THE PROBLEM => Without changing anything, set down every line shown below.
*** Opening DATA RECORDS ***
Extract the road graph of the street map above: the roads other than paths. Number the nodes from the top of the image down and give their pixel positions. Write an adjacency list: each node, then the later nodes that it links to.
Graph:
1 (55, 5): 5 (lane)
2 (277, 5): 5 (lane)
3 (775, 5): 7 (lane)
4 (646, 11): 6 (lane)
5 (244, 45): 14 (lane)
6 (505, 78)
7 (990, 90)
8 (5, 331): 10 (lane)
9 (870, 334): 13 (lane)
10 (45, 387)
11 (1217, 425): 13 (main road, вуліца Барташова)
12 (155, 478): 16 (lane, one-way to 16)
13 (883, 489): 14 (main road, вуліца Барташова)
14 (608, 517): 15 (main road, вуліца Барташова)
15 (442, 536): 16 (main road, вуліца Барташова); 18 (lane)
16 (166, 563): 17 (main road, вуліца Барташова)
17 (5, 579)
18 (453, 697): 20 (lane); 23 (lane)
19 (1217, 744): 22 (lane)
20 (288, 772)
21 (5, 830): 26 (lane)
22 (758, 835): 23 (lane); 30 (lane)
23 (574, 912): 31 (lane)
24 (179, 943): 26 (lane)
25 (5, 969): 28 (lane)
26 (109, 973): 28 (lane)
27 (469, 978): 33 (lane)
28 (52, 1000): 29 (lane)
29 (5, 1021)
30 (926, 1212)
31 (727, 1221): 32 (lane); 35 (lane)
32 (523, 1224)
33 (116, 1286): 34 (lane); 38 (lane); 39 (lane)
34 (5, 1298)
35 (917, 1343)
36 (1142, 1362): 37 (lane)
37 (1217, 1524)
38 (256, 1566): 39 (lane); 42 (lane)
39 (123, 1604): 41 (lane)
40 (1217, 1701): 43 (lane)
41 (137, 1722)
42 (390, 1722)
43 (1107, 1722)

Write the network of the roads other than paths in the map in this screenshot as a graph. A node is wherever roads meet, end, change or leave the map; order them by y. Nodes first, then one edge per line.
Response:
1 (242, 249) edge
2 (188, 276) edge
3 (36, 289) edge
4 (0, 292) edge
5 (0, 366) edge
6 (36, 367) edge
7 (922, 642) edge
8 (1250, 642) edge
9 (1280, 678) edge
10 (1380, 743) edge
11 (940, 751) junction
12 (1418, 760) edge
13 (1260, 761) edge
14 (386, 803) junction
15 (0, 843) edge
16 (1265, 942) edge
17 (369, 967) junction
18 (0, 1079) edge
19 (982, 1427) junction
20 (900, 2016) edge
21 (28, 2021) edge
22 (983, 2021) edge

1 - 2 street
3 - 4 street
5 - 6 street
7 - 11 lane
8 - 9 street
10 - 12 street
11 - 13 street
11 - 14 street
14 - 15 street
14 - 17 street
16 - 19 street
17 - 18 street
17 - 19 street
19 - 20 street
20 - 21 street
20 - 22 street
*** Closing DATA RECORDS ***
REPLY =>
Extract the road graph of the street map above: the roads other than paths. Number the nodes from the top of the image down and give their pixel positions. Write an adjacency list: each node, then the later nodes that it links to.
Graph:
1 (55, 5): 5 (lane)
2 (277, 5): 5 (lane)
3 (775, 5): 7 (lane)
4 (646, 11): 6 (lane)
5 (244, 45): 14 (lane)
6 (505, 78)
7 (990, 90)
8 (5, 331): 10 (lane)
9 (870, 334): 13 (lane)
10 (45, 387)
11 (1217, 425): 13 (main road, вуліца Барташова)
12 (155, 478): 16 (lane, one-way to 16)
13 (883, 489): 14 (main road, вуліца Барташова)
14 (608, 517): 15 (main road, вуліца Барташова)
15 (442, 536): 16 (main road, вуліца Барташова); 18 (lane)
16 (166, 563): 17 (main road, вуліца Барташова)
17 (5, 579)
18 (453, 697): 20 (lane); 23 (lane)
19 (1217, 744): 22 (lane)
20 (288, 772)
21 (5, 830): 26 (lane)
22 (758, 835): 23 (lane); 30 (lane)
23 (574, 912): 31 (lane)
24 (179, 943): 26 (lane)
25 (5, 969): 28 (lane)
26 (109, 973): 28 (lane)
27 (469, 978): 33 (lane)
28 (52, 1000): 29 (lane)
29 (5, 1021)
30 (926, 1212)
31 (727, 1221): 32 (lane); 35 (lane)
32 (523, 1224)
33 (116, 1286): 34 (lane); 38 (lane); 39 (lane)
34 (5, 1298)
35 (917, 1343)
36 (1142, 1362): 37 (lane)
37 (1217, 1524)
38 (256, 1566): 39 (lane); 42 (lane)
39 (123, 1604): 41 (lane)
40 (1217, 1701): 43 (lane)
41 (137, 1722)
42 (390, 1722)
43 (1107, 1722)

Write the network of the roads other than paths in the map in this screenshot as a graph. A node is wherever roads meet, end, change or leave the map; order them by y. Nodes first, then one edge per line.
Response:
1 (242, 249) edge
2 (188, 276) edge
3 (36, 289) edge
4 (0, 292) edge
5 (0, 366) edge
6 (36, 367) edge
7 (922, 642) edge
8 (1250, 642) edge
9 (1280, 678) edge
10 (1380, 743) edge
11 (940, 751) junction
12 (1418, 760) edge
13 (1260, 761) edge
14 (386, 803) junction
15 (0, 843) edge
16 (1265, 942) edge
17 (369, 967) junction
18 (0, 1079) edge
19 (982, 1427) junction
20 (900, 2016) edge
21 (28, 2021) edge
22 (983, 2021) edge

1 - 2 street
3 - 4 street
5 - 6 street
7 - 11 lane
8 - 9 street
10 - 12 street
11 - 13 street
11 - 14 street
14 - 15 street
14 - 17 street
16 - 19 street
17 - 18 street
17 - 19 street
19 - 20 street
20 - 21 street
20 - 22 street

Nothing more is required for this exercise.